■ TASK PROMPT ■
Without the pictures, set down every line of the data exactly.

(Dataset entries)
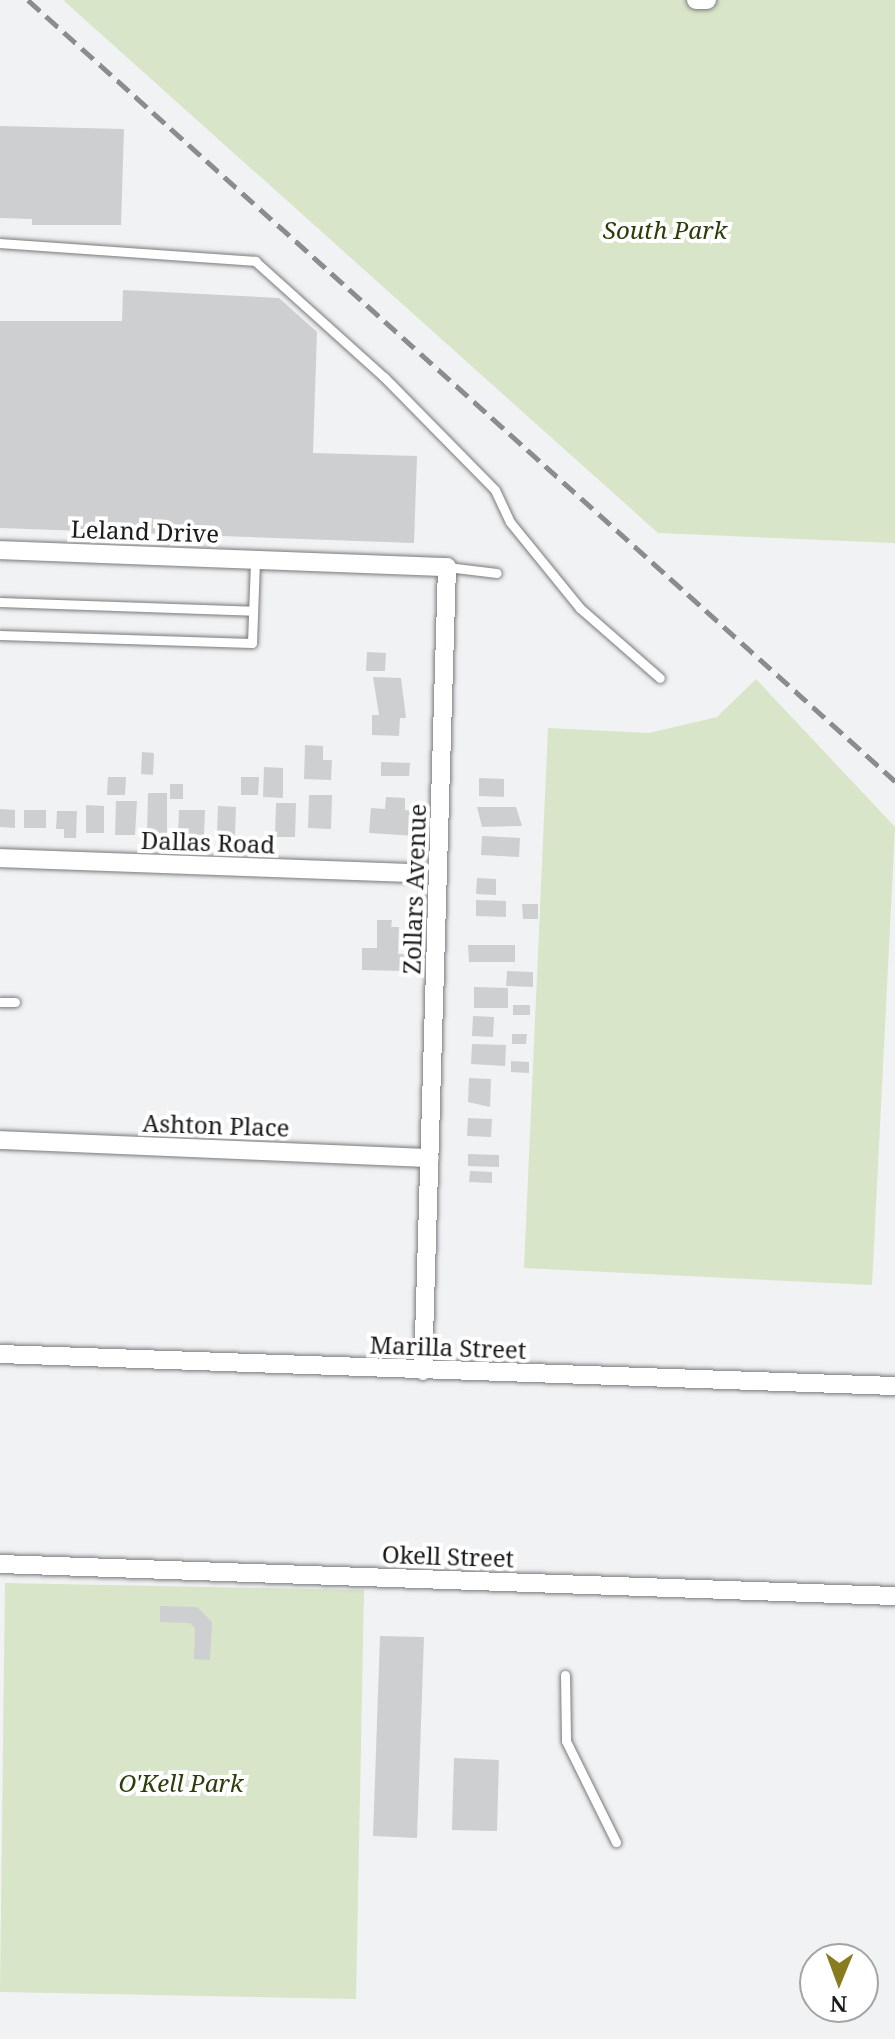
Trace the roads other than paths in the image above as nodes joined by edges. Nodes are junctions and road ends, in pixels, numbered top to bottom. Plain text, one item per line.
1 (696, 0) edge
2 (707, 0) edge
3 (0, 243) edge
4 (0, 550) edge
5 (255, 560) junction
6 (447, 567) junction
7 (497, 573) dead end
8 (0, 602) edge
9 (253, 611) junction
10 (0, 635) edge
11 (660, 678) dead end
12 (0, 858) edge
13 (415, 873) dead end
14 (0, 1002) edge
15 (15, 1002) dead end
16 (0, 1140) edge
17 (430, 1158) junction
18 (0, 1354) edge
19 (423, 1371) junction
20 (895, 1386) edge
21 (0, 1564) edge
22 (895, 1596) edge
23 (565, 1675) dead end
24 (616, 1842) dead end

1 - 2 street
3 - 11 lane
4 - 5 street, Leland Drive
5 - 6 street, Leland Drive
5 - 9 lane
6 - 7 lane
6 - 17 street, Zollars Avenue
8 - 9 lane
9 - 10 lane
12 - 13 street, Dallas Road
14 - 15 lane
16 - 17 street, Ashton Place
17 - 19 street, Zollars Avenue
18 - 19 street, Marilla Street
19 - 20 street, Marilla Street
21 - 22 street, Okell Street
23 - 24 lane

■ ANSWER TO THE PROBLEM ■
Trace the roads other than paths in the image above as nodes joined by edges. Nodes are junctions and road ends, in pixels, numbered top to bottom. Plain text, one item per line.
1 (696, 0) edge
2 (707, 0) edge
3 (0, 243) edge
4 (0, 550) edge
5 (255, 560) junction
6 (447, 567) junction
7 (497, 573) dead end
8 (0, 602) edge
9 (253, 611) junction
10 (0, 635) edge
11 (660, 678) dead end
12 (0, 858) edge
13 (415, 873) dead end
14 (0, 1002) edge
15 (15, 1002) dead end
16 (0, 1140) edge
17 (430, 1158) junction
18 (0, 1354) edge
19 (423, 1371) junction
20 (895, 1386) edge
21 (0, 1564) edge
22 (895, 1596) edge
23 (565, 1675) dead end
24 (616, 1842) dead end

1 - 2 street
3 - 11 lane
4 - 5 street, Leland Drive
5 - 6 street, Leland Drive
5 - 9 lane
6 - 7 lane
6 - 17 street, Zollars Avenue
8 - 9 lane
9 - 10 lane
12 - 13 street, Dallas Road
14 - 15 lane
16 - 17 street, Ashton Place
17 - 19 street, Zollars Avenue
18 - 19 street, Marilla Street
19 - 20 street, Marilla Street
21 - 22 street, Okell Street
23 - 24 lane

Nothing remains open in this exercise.